[Data section Boundary: Start]
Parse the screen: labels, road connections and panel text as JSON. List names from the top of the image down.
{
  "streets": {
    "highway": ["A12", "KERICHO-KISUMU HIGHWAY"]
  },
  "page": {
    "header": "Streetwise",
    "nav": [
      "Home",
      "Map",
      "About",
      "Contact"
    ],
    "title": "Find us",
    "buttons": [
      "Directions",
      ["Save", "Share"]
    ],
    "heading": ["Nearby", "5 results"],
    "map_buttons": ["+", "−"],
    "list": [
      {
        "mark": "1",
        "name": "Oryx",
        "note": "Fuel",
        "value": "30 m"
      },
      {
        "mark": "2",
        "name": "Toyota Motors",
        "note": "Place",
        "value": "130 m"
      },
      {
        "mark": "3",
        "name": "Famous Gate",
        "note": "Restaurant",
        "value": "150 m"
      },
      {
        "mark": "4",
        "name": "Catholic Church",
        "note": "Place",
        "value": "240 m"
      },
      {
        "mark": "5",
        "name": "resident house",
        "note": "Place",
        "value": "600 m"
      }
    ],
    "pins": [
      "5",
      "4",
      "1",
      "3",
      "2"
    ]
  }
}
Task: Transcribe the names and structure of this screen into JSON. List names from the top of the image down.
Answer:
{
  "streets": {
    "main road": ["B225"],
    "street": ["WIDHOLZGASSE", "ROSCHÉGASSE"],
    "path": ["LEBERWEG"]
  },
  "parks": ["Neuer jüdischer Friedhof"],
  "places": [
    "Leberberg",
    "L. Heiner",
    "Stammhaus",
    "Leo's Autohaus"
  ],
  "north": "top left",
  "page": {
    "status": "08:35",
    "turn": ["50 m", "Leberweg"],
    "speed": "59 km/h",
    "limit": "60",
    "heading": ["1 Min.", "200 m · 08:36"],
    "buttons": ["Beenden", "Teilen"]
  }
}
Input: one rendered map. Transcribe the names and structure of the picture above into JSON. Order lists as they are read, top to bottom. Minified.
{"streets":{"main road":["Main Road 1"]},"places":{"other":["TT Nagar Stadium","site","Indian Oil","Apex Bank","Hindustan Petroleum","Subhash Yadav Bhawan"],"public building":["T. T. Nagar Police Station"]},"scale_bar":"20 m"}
[Data section Boundary: End]
__What you are asked to do__: Starting with the first line of the listing, output each line exactly until you have included the one containing "Task: Transcribe the".

__Answer to this problem__:
Parse the screen: labels, road connections and panel text as JSON. List names from the top of the image down.
{
  "streets": {
    "highway": ["A12", "KERICHO-KISUMU HIGHWAY"]
  },
  "page": {
    "header": "Streetwise",
    "nav": [
      "Home",
      "Map",
      "About",
      "Contact"
    ],
    "title": "Find us",
    "buttons": [
      "Directions",
      ["Save", "Share"]
    ],
    "heading": ["Nearby", "5 results"],
    "map_buttons": ["+", "−"],
    "list": [
      {
        "mark": "1",
        "name": "Oryx",
        "note": "Fuel",
        "value": "30 m"
      },
      {
        "mark": "2",
        "name": "Toyota Motors",
        "note": "Place",
        "value": "130 m"
      },
      {
        "mark": "3",
        "name": "Famous Gate",
        "note": "Restaurant",
        "value": "150 m"
      },
      {
        "mark": "4",
        "name": "Catholic Church",
        "note": "Place",
        "value": "240 m"
      },
      {
        "mark": "5",
        "name": "resident house",
        "note": "Place",
        "value": "600 m"
      }
    ],
    "pins": [
      "5",
      "4",
      "1",
      "3",
      "2"
    ]
  }
}
Task: Transcribe the names and structure of this screen into JSON. List names from the top of the image down.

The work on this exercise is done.